**What needs to be done:** Although the entries hold pictures, only their words are printed back, exactly as given.

**Dataset entries:**
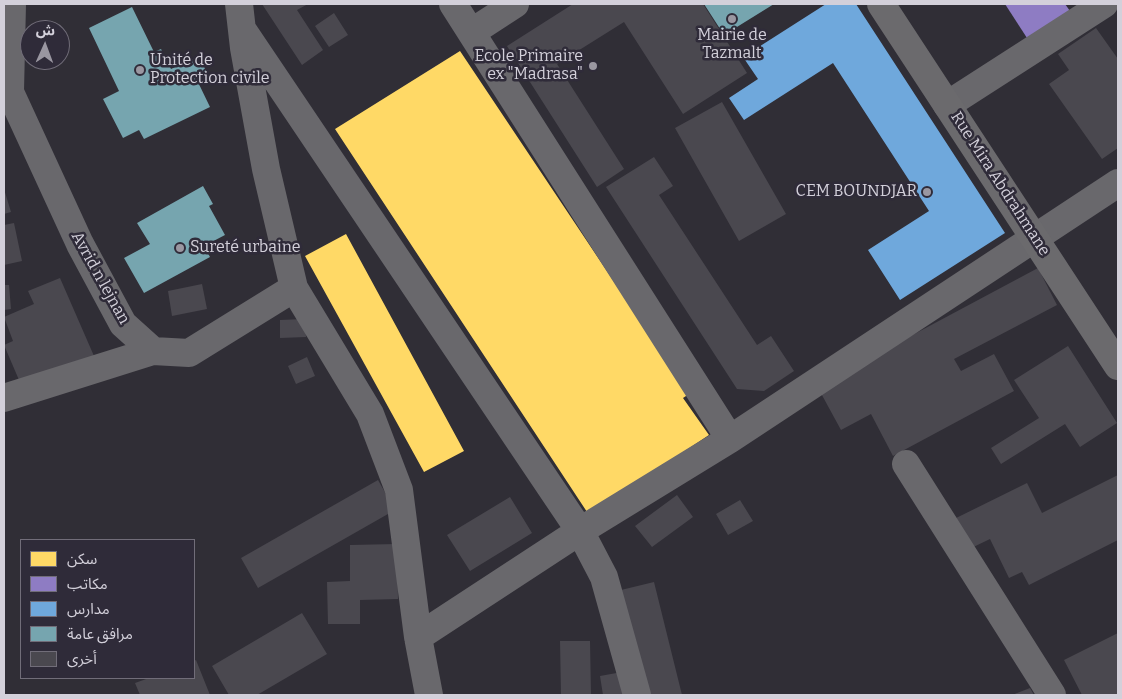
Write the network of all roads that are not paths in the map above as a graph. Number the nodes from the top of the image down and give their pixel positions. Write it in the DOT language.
graph roads {
  1 [pos="12,4"];
  2 [pos="453,4"];
  3 [pos="515,4"];
  4 [pos="881,4"];
  5 [pos="1104,4"];
  6 [pos="240,17"];
  7 [pos="472,32"];
  8 [pos="7,85"];
  9 [pos="947,104"];
  10 [pos="1118,183"];
  11 [pos="1035,238"];
  12 [pos="294,288"];
  13 [pos="153,351"];
  14 [pos="1118,366"];
  15 [pos="4,398"];
  16 [pos="730,440"];
  17 [pos="906,464"];
  18 [pos="580,531"];
  19 [pos="418,637"];
  20 [pos="429,695"];
  21 [pos="637,695"];
  22 [pos="1052,695"];
  1 -- 8 [label="street"];
  2 -- 7 [label="street"];
  3 -- 7 [label="street"];
  4 -- 9 [label="main road, Rue Mira Abdrahmane"];
  5 -- 9 [label="street"];
  6 -- 12 [label="street"];
  6 -- 18 [label="street"];
  7 -- 16 [label="street"];
  8 -- 13 [label="street, Avrid n lejnan"];
  9 -- 11 [label="main road, Rue Mira Abdrahmane"];
  10 -- 11 [label="street"];
  11 -- 14 [label="main road, Rue Mira Abdrahmane"];
  11 -- 16 [label="street"];
  12 -- 13 [label="street"];
  12 -- 19 [label="street"];
  13 -- 15 [label="street"];
  16 -- 18 [label="street"];
  17 -- 22 [label="street"];
  18 -- 19 [label="street"];
  18 -- 21 [label="street"];
  19 -- 20 [label="street"];
}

**Exercise output:**
Write the network of all roads that are not paths in the map above as a graph. Number the nodes from the top of the image down and give their pixel positions. Write it in the DOT language.
graph roads {
  1 [pos="12,4"];
  2 [pos="453,4"];
  3 [pos="515,4"];
  4 [pos="881,4"];
  5 [pos="1104,4"];
  6 [pos="240,17"];
  7 [pos="472,32"];
  8 [pos="7,85"];
  9 [pos="947,104"];
  10 [pos="1118,183"];
  11 [pos="1035,238"];
  12 [pos="294,288"];
  13 [pos="153,351"];
  14 [pos="1118,366"];
  15 [pos="4,398"];
  16 [pos="730,440"];
  17 [pos="906,464"];
  18 [pos="580,531"];
  19 [pos="418,637"];
  20 [pos="429,695"];
  21 [pos="637,695"];
  22 [pos="1052,695"];
  1 -- 8 [label="street"];
  2 -- 7 [label="street"];
  3 -- 7 [label="street"];
  4 -- 9 [label="main road, Rue Mira Abdrahmane"];
  5 -- 9 [label="street"];
  6 -- 12 [label="street"];
  6 -- 18 [label="street"];
  7 -- 16 [label="street"];
  8 -- 13 [label="street, Avrid n lejnan"];
  9 -- 11 [label="main road, Rue Mira Abdrahmane"];
  10 -- 11 [label="street"];
  11 -- 14 [label="main road, Rue Mira Abdrahmane"];
  11 -- 16 [label="street"];
  12 -- 13 [label="street"];
  12 -- 19 [label="street"];
  13 -- 15 [label="street"];
  16 -- 18 [label="street"];
  17 -- 22 [label="street"];
  18 -- 19 [label="street"];
  18 -- 21 [label="street"];
  19 -- 20 [label="street"];
}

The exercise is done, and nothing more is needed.